Yale soutient UMG dans le combat entre Drake et Kendrick

Crédit photo : Sterling Law Building, Yale University par Kenneth C. Zirkel / CC par 4.0

Des universitaires en droit ont déposé deux mémoires d’amicus en faveur d’UMG suite à l’appel de Drake dans son procès en diffamation contre « Not Like Us » de Kendrick Lamar.

Vendredi 3 avril, deux mémoires d’amicus déposés devant la Cour d’appel du deuxième circuit des États-Unis ont exprimé leur soutien à Universal Music Group (UMG), à la suite de l’appel de Drake dans son procès en diffamation contre « Not Like Us » de Kendrick Lamar.

Des universitaires en droit d’institutions à travers le pays ont déposé les deux plaintes et soutiennent le rejet du procès de Drake. Ils ont exhorté la cour d’appel à confirmer la décision du juge selon laquelle la piste dissidente ne constitue pas une « diffamation passible de poursuites ».

Le premier bref a été soumise par l’Institut Floyd Abrams pour la liberté d’expression de la faculté de droit de Yale et par le professeur Lyrissa Lidsky, décrite comme l’une des plus grandes spécialistes de la diffamation du pays. Lidsky est également titulaire de la chaire Raymond & Miriam Ehrlich en droit constitutionnel américain au Levin College of Law de l’Université de Floride.

Ce mémoire fait une observation qui n’était pas un argument central dans l’affaire précédente, mais qui renverse les allégations de Drake : Drake a en fait consenti aux déclarations qu’il considère comme diffamatoires.

Son « Taylor Made Freestyle » comprend des paroles encourageant Kendrick à poursuivre sa bataille de rap, et « a spécifiquement encouragé Lamar à ‘parler de lui (Drake) comme il aime les jeunes filles’ ». « Not Like Us » de Kendrick Lamar est sorti quelques jours plus tard, contenant les paroles auxquelles Drake s’oppose maintenant, qui le qualifient de « pédophile certifié ».

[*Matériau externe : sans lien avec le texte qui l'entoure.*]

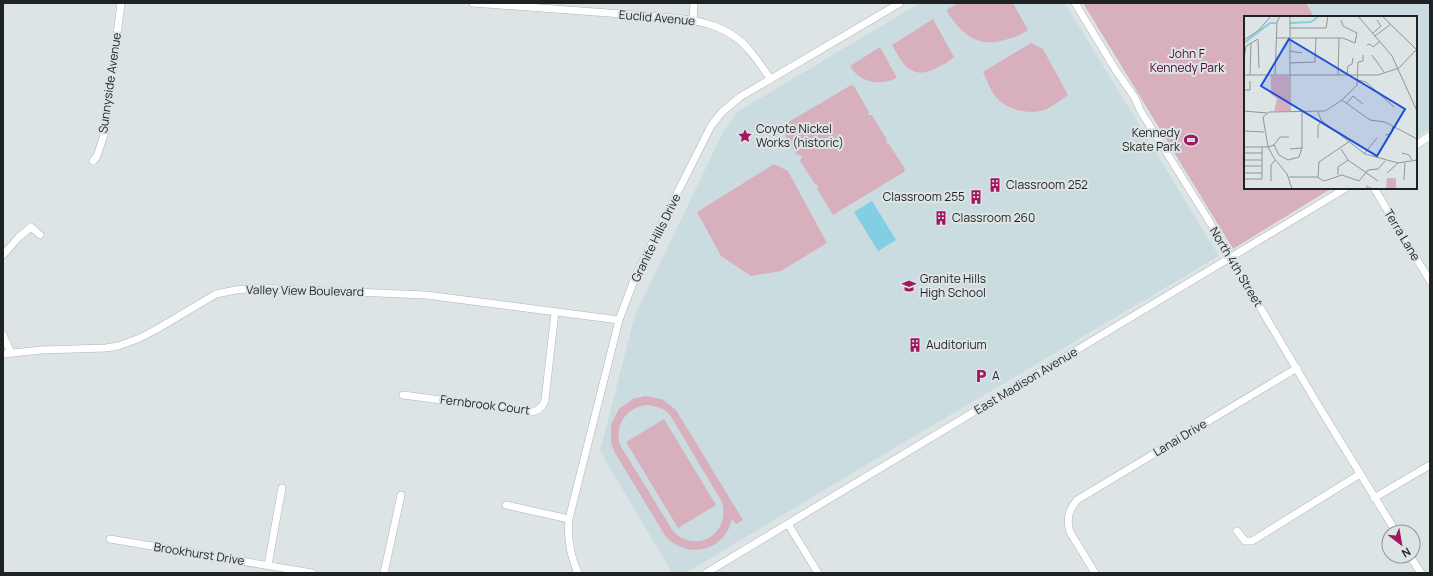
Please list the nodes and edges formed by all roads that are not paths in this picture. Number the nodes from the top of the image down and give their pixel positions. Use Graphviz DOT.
graph roads {
  1 [pos="121,3"];
  2 [pos="473,3"];
  3 [pos="694,3"];
  4 [pos="900,3"];
  5 [pos="1075,3"];
  6 [pos="693,20"];
  7 [pos="770,78"];
  8 [pos="1430,136"];
  9 [pos="1417,144"];
  10 [pos="93,161"];
  11 [pos="1344,189"];
  12 [pos="1375,189"];
  13 [pos="40,235"];
  14 [pos="3,255"];
  15 [pos="1230,258"];
  16 [pos="1430,281"];
  17 [pos="555,312"];
  18 [pos="619,320"];
  19 [pos="3,335"];
  20 [pos="11,353"];
  21 [pos="3,354"];
  22 [pos="1297,368"];
  23 [pos="403,395"];
  24 [pos="1430,465"];
  25 [pos="1360,474"];
  26 [pos="282,488"];
  27 [pos="401,495"];
  28 [pos="1374,498"];
  29 [pos="506,505"];
  30 [pos="569,519"];
  31 [pos="788,524"];
  32 [pos="1391,524"];
  33 [pos="1237,531"];
  34 [pos="110,539"];
  35 [pos="1415,564"];
  36 [pos="268,565"];
  37 [pos="710,572"];
  38 [pos="312,573"];
  39 [pos="384,573"];
  40 [pos="578,573"];
  41 [pos="818,573"];
  42 [pos="1095,573"];
  43 [pos="1421,573"];
  1 -- 10 [label="street, Sunnyside Avenue"];
  2 -- 6 [label="street, Euclid Avenue"];
  3 -- 6 [label="street"];
  4 -- 7 [label="street, Granite Hills Drive"];
  5 -- 15 [label="street, North 4th Street"];
  6 -- 7 [label="street, Euclid Avenue"];
  7 -- 18 [label="street, Granite Hills Drive"];
  8 -- 9 [label="street"];
  11 -- 15 [label="street, East Madison Avenue"];
  12 -- 16 [label="street, Terra Lane"];
  13 -- 14 [label="street"];
  15 -- 22 [label="street, North 4th Street"];
  15 -- 31 [label="street, East Madison Avenue"];
  17 -- 18 [label="street, Valley View Boulevard"];
  17 -- 20 [label="street, Valley View Boulevard"];
  17 -- 23 [label="street, Fernbrook Court"];
  18 -- 30 [label="street, Granite Hills Drive"];
  19 -- 20 [label="street"];
  20 -- 21 [label="street, Valley View Boulevard"];
  22 -- 25 [label="street, North 4th Street"];
  22 -- 42 [label="street, Lanai Drive"];
  24 -- 28 [label="street"];
  25 -- 28 [label="street, North 4th Street"];
  25 -- 33 [label="street"];
  26 -- 36 [label="street"];
  27 -- 39 [label="street"];
  28 -- 32 [label="street, North 4th Street"];
  29 -- 30 [label="street"];
  30 -- 40 [label="street, Granite Hills Drive"];
  31 -- 37 [label="street, East Madison Avenue"];
  31 -- 41 [label="street"];
  34 -- 36 [label="street, Brookhurst Drive"];
  35 -- 43 [label="street"];
  36 -- 38 [label="street, Brookhurst Drive"];
}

“En exhortant Lamar à répondre dans un morceau dissident et en invitant spécifiquement Lamar à mettre des paroles prétendument diffamatoires dans ce morceau dissident, Drake ne peut désormais échapper à l’applicabilité d’une défense par consentement en poursuivant la maison de disques qui a publié ce morceau et en contestant une échelle de diffusion qu’il avait toutes les raisons d’anticiper”, lit-on dans le mémoire.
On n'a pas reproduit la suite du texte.